Yes, I know Hollington near Uttoxeter isn’t strictly in the Potteries, but anything past the JCB factory counts as Stoke to me.  So cut your pedantry.


Attractive part of the world, underrated despite or because of Alton Towers. The weirdness of Cauldon’s Yew Tree to the north, the simple pleasures of Pedi to the east.

Hollington’s Raddle (not to be confused with the ’50s magazine) is what we in the pubbing trade called “a guaranteed tick“, along with Spoons, Embers and Labour Clubs.

That’s because the Raddle has year-round log cabin trade and a constant flow of gentlefolk dining, along with anyone asking directions to the Towers.

What Pub says it’s open from 8am, but that’s just when 54 year olds can climb on the tree house from.

Sign of a Proper Pub

The views to the hills would be good except for the Staffordshire mist, and the frontage is scarred a bit by the conservatory, but the outside pods (for dining, not smoking) add a bit of character.


In the event of a No Deal Brexit, or even worse a BRAPA visit, you’ll be able to survive in one of those pods for at least 27.5 minutes.

Once past the foursomes in the conservatory arguing about splitting the bill there’s a lovely bit of proper pub next to the fire, before the dining takes over.

Rare bit of drinking space

Compared with all those keg American craft imports in Paris, the bar here is a delight. It took a few minutes to get served, but no-one asked if I was dining, and I didn’t need to ask the barmaid which beer was going quickest.

Note pic of Tim Martin on the wall

OK, I wouldn’t actually drink Hobgoblin or Bombardier, but it’s great to see a wall of BBB.

The Pedi was a bit chilled but tasty and sulphurous, NBSS 3 going on 3.5 if it warms up before I finish it.

Chill bubbles

So I take it for a little walk into the pub’s nooks and crannies on about four levels.  Amazing what you find; table skittles, pool, darts and other deviant activities.

You got the Power (signed photo)
Lucky dip

When I get back the bubbles have indeed gone, and the Pedi settled down. With a wondrous smell from the fire, it was as cosy a pub experience as I’ve had all month.


If all the other new Staffs Guide pubs put on Pedi or Bass I won’t have anything to moan about.



  1. The Talbot at Alton always used to be the best pub thereabouts.
    I have no idea which “the other new Staffs Guide pubs” are.


    1. I remember a few quite jolly evenings in the Talbot, Paul. We were staying in a self-catering barn conversion on the road to Cheadle (the proper one) as I recall, but I can’t find that on Streetview, some eighteen years later.

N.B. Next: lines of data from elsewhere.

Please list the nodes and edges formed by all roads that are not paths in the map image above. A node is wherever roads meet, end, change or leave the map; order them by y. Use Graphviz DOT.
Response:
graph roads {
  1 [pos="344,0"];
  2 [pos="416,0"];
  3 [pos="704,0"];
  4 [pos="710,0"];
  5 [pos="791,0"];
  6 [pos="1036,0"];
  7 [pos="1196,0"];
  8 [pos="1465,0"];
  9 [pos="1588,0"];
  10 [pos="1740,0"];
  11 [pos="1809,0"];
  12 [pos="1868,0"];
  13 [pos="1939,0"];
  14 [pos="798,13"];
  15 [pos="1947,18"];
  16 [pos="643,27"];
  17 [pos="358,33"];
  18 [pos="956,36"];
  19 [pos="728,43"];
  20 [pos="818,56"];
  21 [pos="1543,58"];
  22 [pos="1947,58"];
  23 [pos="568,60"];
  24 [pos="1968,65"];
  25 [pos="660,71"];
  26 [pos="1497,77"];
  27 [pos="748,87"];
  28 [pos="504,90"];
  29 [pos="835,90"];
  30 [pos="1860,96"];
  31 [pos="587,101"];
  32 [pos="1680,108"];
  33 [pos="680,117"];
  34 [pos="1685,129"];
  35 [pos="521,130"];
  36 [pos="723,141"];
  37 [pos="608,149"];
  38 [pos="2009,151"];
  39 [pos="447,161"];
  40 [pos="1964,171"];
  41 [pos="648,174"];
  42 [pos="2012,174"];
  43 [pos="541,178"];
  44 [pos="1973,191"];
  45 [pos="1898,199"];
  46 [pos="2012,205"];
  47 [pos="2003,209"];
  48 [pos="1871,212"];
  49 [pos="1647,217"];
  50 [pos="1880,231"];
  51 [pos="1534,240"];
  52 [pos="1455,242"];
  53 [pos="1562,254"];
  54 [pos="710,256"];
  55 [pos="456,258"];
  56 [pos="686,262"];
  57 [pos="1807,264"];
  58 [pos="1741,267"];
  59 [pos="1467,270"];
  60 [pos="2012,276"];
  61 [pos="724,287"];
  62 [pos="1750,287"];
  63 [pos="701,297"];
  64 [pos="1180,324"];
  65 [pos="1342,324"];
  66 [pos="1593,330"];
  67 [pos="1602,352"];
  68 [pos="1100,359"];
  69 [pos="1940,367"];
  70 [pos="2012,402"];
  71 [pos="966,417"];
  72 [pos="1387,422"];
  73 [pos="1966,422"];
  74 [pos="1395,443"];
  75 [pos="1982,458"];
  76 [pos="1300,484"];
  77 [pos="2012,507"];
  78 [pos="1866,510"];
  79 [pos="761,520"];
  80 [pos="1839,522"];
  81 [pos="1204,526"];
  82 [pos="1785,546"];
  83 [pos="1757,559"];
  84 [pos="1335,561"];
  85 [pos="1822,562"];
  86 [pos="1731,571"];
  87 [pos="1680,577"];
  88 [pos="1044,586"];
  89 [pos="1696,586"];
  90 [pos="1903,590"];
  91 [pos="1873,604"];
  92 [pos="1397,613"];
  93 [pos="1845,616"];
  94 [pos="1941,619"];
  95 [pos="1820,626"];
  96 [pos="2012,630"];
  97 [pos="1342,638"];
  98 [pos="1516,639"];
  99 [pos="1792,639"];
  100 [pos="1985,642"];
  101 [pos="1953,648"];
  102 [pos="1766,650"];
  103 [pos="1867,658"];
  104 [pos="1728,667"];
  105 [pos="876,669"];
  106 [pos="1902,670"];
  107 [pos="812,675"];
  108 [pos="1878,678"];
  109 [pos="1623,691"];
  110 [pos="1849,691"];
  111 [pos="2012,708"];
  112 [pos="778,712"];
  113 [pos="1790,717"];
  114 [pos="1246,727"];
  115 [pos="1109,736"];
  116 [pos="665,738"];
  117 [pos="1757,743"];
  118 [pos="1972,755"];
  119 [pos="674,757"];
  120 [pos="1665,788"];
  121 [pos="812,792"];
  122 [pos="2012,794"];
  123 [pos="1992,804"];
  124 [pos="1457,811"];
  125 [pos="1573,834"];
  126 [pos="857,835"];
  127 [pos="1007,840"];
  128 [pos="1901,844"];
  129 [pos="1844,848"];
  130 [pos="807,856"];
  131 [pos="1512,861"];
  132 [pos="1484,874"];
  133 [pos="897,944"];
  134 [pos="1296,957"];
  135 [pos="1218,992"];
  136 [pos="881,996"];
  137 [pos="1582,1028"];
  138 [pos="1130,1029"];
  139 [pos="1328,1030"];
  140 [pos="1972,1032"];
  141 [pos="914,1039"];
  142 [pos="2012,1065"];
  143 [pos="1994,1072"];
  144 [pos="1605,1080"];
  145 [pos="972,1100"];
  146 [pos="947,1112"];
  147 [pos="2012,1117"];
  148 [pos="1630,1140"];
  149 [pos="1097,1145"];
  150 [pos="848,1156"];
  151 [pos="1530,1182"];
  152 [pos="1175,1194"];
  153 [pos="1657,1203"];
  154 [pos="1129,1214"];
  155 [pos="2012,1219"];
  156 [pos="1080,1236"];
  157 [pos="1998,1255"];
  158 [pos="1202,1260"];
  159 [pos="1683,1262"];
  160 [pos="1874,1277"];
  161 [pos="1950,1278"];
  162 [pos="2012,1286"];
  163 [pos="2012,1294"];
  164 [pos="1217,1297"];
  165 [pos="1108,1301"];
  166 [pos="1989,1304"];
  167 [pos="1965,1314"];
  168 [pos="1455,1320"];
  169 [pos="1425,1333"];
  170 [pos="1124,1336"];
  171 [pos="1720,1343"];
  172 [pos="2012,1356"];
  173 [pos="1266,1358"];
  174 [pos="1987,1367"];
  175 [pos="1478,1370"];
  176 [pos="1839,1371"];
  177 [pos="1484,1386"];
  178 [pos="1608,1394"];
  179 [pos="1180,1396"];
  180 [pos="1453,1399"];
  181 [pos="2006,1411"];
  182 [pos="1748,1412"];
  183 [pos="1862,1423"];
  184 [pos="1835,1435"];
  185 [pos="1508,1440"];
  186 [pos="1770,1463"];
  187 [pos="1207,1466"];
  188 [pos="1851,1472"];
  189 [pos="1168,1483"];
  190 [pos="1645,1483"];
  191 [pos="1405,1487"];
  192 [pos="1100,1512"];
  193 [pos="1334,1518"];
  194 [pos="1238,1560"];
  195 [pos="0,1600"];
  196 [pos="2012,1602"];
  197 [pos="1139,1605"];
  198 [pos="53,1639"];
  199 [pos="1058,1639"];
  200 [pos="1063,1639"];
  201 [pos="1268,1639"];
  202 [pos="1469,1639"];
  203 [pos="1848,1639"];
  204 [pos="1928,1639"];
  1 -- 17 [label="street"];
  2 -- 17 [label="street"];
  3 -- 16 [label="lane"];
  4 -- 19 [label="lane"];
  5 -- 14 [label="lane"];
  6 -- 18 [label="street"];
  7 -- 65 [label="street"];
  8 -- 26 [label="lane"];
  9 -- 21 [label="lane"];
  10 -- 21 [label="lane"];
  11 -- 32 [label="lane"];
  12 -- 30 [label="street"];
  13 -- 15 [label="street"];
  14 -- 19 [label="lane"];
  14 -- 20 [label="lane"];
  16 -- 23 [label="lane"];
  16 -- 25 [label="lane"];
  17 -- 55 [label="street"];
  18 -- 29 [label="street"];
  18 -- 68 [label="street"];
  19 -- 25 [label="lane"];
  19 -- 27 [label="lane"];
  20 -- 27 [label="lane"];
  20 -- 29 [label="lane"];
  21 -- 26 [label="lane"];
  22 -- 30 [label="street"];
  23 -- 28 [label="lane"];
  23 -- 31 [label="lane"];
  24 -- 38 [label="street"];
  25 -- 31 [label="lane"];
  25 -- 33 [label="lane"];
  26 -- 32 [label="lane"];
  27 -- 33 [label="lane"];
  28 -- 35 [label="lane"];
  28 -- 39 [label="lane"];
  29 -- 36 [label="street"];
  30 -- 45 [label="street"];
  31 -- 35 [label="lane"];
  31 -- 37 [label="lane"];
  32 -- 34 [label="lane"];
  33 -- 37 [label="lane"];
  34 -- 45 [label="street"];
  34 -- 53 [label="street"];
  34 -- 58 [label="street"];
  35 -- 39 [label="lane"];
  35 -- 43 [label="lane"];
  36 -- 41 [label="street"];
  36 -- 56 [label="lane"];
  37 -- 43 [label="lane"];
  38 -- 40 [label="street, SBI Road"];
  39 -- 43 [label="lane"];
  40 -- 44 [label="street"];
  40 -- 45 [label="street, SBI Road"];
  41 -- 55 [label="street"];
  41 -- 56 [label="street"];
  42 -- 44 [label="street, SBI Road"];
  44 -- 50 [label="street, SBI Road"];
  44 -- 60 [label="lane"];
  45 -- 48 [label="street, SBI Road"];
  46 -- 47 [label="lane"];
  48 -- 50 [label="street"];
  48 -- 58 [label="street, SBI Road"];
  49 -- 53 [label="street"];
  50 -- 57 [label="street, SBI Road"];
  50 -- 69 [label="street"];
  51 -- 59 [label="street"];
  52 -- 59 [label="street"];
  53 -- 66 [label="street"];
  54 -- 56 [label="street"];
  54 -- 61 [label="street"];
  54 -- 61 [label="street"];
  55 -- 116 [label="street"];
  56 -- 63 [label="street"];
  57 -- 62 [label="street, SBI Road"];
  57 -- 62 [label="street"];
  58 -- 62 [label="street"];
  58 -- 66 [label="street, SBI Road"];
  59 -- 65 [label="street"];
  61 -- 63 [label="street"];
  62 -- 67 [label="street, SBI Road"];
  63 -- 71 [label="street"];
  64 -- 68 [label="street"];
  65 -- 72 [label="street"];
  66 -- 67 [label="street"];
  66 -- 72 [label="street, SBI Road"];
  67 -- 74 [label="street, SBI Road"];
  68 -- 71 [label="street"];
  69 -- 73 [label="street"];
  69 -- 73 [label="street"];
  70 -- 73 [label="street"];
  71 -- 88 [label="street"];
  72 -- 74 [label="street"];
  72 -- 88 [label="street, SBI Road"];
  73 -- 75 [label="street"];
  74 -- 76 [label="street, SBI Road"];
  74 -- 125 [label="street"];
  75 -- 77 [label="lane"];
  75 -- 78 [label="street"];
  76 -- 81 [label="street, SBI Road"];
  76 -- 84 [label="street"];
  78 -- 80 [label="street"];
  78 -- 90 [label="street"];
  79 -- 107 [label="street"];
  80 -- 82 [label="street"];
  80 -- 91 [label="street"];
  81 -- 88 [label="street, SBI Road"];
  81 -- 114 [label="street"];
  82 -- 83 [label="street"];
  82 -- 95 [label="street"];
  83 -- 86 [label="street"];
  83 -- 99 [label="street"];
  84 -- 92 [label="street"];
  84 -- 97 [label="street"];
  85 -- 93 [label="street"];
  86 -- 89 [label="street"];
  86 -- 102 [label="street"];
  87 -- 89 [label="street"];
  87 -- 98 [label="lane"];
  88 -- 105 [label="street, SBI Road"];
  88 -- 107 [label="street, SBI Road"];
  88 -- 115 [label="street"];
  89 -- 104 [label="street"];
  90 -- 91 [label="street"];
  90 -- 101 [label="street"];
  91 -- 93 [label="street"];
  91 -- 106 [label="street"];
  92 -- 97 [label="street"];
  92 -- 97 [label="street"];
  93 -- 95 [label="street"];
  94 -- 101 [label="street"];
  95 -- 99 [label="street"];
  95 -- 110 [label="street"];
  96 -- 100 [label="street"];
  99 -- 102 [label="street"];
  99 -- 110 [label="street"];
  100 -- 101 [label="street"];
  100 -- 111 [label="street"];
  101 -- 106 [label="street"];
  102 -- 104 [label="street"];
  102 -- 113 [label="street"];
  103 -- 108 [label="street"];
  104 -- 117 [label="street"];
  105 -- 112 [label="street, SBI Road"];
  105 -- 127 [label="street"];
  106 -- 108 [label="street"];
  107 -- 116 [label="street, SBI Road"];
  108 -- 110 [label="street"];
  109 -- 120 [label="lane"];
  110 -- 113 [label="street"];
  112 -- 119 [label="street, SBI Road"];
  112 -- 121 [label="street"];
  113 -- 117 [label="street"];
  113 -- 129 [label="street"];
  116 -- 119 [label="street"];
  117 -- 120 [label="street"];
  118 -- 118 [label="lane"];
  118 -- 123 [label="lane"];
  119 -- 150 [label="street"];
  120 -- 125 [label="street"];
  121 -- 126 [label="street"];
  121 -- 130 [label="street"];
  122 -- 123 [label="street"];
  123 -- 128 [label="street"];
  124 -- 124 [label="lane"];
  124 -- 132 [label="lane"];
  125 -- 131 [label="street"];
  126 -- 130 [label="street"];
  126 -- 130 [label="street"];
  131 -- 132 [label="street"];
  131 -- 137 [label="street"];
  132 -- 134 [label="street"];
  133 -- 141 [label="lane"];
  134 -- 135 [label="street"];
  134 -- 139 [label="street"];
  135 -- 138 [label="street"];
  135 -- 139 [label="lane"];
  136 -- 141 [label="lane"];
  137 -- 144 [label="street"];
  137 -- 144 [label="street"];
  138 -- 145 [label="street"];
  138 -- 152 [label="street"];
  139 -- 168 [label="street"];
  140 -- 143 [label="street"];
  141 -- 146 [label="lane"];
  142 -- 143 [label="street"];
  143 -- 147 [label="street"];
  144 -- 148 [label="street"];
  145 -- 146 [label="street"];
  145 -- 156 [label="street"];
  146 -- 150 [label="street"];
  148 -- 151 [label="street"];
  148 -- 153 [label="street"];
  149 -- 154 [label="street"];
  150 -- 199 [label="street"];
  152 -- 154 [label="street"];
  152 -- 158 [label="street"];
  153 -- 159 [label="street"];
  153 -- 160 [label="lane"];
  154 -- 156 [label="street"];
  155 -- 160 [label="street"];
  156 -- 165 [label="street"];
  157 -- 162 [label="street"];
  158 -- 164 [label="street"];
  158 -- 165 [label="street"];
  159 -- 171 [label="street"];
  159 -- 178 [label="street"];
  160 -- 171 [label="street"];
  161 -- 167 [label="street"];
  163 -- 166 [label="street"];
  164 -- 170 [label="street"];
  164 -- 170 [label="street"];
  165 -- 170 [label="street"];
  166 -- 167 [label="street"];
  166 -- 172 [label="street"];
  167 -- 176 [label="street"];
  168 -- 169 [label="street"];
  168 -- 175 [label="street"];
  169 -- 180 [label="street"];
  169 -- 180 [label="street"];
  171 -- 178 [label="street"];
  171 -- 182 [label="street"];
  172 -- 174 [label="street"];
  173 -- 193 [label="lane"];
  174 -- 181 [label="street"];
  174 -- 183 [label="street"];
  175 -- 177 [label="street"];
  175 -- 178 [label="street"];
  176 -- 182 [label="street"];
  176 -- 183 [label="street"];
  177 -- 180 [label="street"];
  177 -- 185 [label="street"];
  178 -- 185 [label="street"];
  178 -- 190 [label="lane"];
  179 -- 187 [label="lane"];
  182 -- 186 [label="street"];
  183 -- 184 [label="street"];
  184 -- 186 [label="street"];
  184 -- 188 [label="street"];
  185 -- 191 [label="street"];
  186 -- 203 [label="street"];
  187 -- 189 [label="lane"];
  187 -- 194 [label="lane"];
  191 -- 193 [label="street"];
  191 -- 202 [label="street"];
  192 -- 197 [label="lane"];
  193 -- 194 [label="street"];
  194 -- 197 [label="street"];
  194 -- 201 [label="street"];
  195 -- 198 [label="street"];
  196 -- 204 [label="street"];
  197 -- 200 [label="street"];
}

      Whatever, I even enjoyed myself standing up in a pub there.


      1. Etu,
        I mainly knew the Talbot from lunchtimes during the first weekend of December throughout the 1980s while staying at Dimmingsdale YH to which I would take a firkin of Pedigree.


  2. Now, this is confusing, as there’s another village called Hollington south-east of Ashbourne, which is the one that comes up when you search on WhatPub. And it has a non-GBG pub called the Red Lion serving Pedigree.

    Liked by 1 person

  3. The way all those tiny bubbles are clinging to the side of the glass, could possibly mean it hasn’t been washed properly. Not meaning to put you off your beer, hours, or perhaps days after the event, but unless it’s a trick of the light, the pint in that top photo, does not look appealing.

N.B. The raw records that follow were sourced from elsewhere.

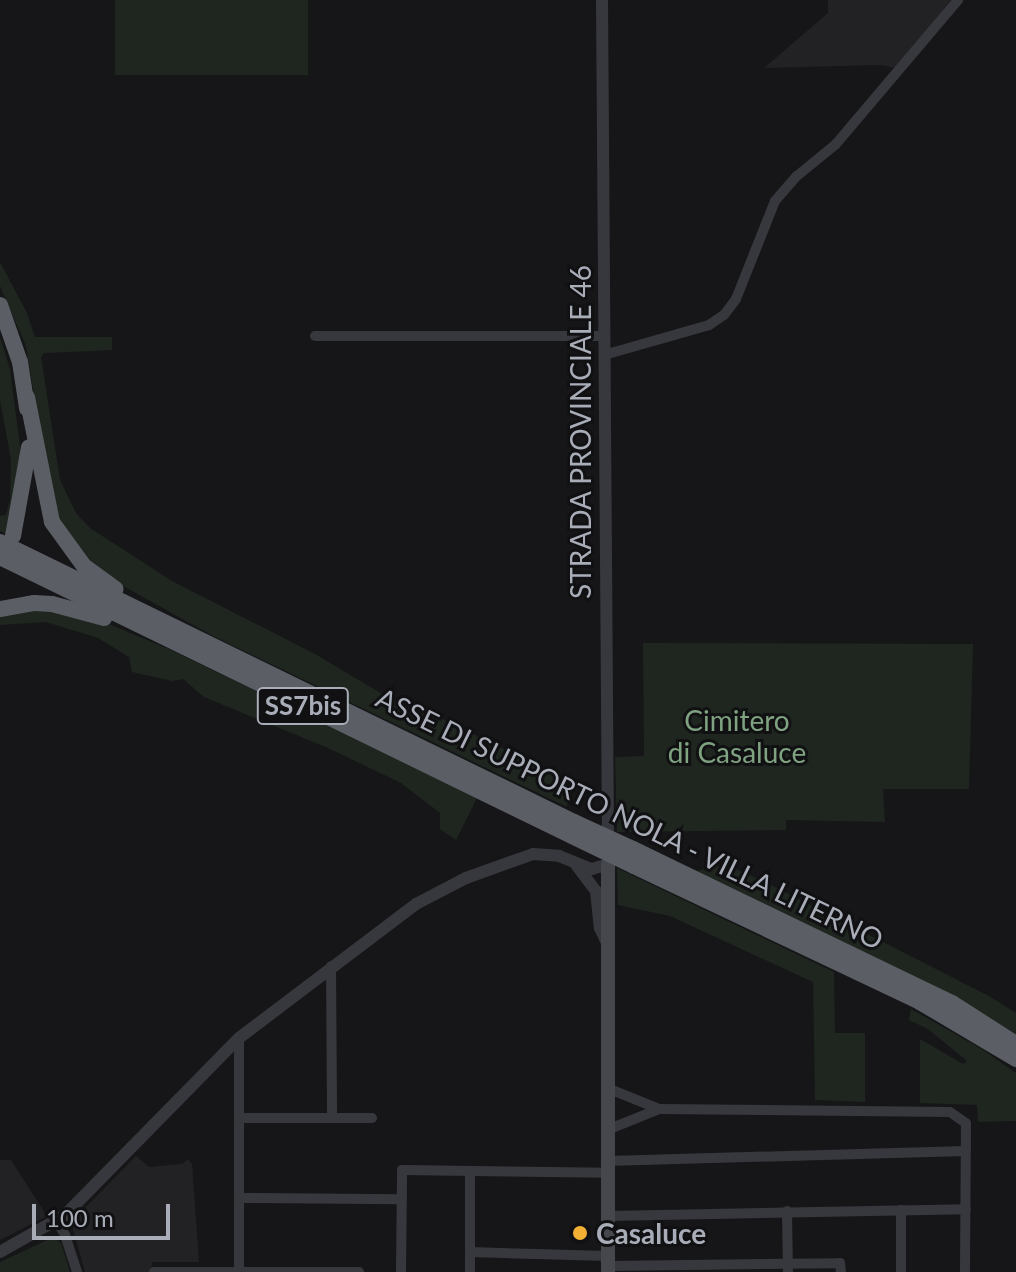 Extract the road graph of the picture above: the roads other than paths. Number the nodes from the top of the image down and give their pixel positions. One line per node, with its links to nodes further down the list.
1 (602, 0): 5 (street, STRADA PROVINCIALE 46)
2 (958, 0): 6 (street)
3 (0, 305): 7 (highway)
4 (315, 336): 5 (street)
5 (604, 336): 6 (street, STRADA PROVINCIALE 46)
6 (604, 355): 13 (street, STRADA PROVINCIALE 46)
7 (27, 397): 8 (highway); 11 (highway)
8 (6, 539): 11 (highway, ASSE DI SUPPORTO NOLA - VILLA LITERNO / SS7bis)
9 (0, 557): 12 (highway, ASSE DI SUPPORTO NOLA - VILLA LITERNO / SS7bis)
10 (0, 609): 12 (highway)
11 (146, 611): 14 (highway, ASSE DI SUPPORTO NOLA - VILLA LITERNO / SS7bis)
12 (160, 636): 14 (highway, ASSE DI SUPPORTO NOLA - VILLA LITERNO / SS7bis)
13 (607, 825): 16 (street); 17 (street, STRADA PROVINCIALE 46)
14 (573, 829): 15 (highway, ASSE DI SUPPORTO NOLA - VILLA LITERNO / SS7bis, bridge)
15 (634, 857): 21 (highway, ASSE DI SUPPORTO NOLA - VILLA LITERNO / SS7bis); 22 (highway, ASSE DI SUPPORTO NOLA - VILLA LITERNO / SS7bis)
16 (572, 861): 17 (street); 18 (street); 19 (street)
17 (608, 864): 18 (main road)
18 (608, 945): 23 (main road)
19 (331, 966): 20 (street); 26 (street)
20 (239, 1038): 25 (street); 38 (street)
21 (1016, 1044)
22 (1016, 1059)
23 (607, 1088): 24 (street); 28 (main road)
24 (659, 1109): 28 (street); 29 (street)
25 (239, 1118): 26 (street); 32 (street)
26 (332, 1118): 27 (street)
27 (372, 1118)
28 (607, 1130): 30 (main road)
29 (966, 1151): 30 (street); 34 (street)
30 (607, 1167): 31 (street); 37 (main road)
31 (470, 1171): 33 (street); 40 (street)
32 (240, 1198): 33 (street); 45 (street)
33 (402, 1199): 49 (street)
34 (966, 1209): 35 (street); 53 (street)
35 (901, 1210): 36 (street); 52 (street)
36 (787, 1211): 37 (street); 44 (street)
37 (608, 1216): 41 (main road)
38 (57, 1222): 39 (street); 46 (street)
39 (0, 1252)
40 (470, 1252): 41 (street); 50 (street)
41 (608, 1264): 42 (street)
42 (686, 1268): 43 (street)
43 (737, 1268): 44 (street)
44 (788, 1268): 51 (street)
45 (239, 1271): 47 (street); 48 (street)
46 (77, 1272)
47 (154, 1272)
48 (359, 1272)
49 (401, 1272)
50 (470, 1272)
51 (841, 1272)
52 (901, 1272)
53 (965, 1272)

    I’ll make no comment about the novelty prophylactics, apart from “You’re not coming anywhere near me with one of those!”

    Liked by 1 person

  4. In the fullness of time, I was going to contrast the Raddle with other notable pubs in the area, such as the Talbot at Alton, but to be fair it was rather a long time ago now.

    The Raddle still looks much as I remember it though.

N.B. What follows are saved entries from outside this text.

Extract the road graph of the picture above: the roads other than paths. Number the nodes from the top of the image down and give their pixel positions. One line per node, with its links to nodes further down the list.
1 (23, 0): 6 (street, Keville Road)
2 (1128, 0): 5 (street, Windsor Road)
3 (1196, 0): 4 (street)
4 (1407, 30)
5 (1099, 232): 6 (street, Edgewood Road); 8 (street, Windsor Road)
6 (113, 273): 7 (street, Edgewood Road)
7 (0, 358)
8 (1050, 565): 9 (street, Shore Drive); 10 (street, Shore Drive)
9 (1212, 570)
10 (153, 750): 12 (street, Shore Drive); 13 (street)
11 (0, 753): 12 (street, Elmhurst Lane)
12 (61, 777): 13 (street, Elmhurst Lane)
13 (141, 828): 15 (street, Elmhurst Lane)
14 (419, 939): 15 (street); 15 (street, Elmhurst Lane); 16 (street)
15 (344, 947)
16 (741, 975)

    That stretch of countryside, between Ashbourne and Cheadle (yes, the proper one) is one of England’s finest in my estimation, and mercifully it isn’t over-publicised.

    There’s a notable absence of pylons. (Take note, Halifax).

    Liked by 1 person

    1. Etu,
      It is indeed a lovely stretch of countryside between Ashbourne and Cheadle – but I hope you’re not suggesting that Cheshire’s Cheadle is an improper town !


      1. Etu,
        But to many people Robinsons pubs are more important than a Grade I listed Gothic Revival church designed by Augustus Pugin.
        And a few miles south of that “stretch of countryside” is the railway between Stoke and Derby which, although not quite one to rival Settle – Carlisle, is a line I always enjoy travelling along – all the more now with a Titanic bar on Stoke station.

        Liked by 1 person

      2. We were in Cheadle last month but with no time for the pubs.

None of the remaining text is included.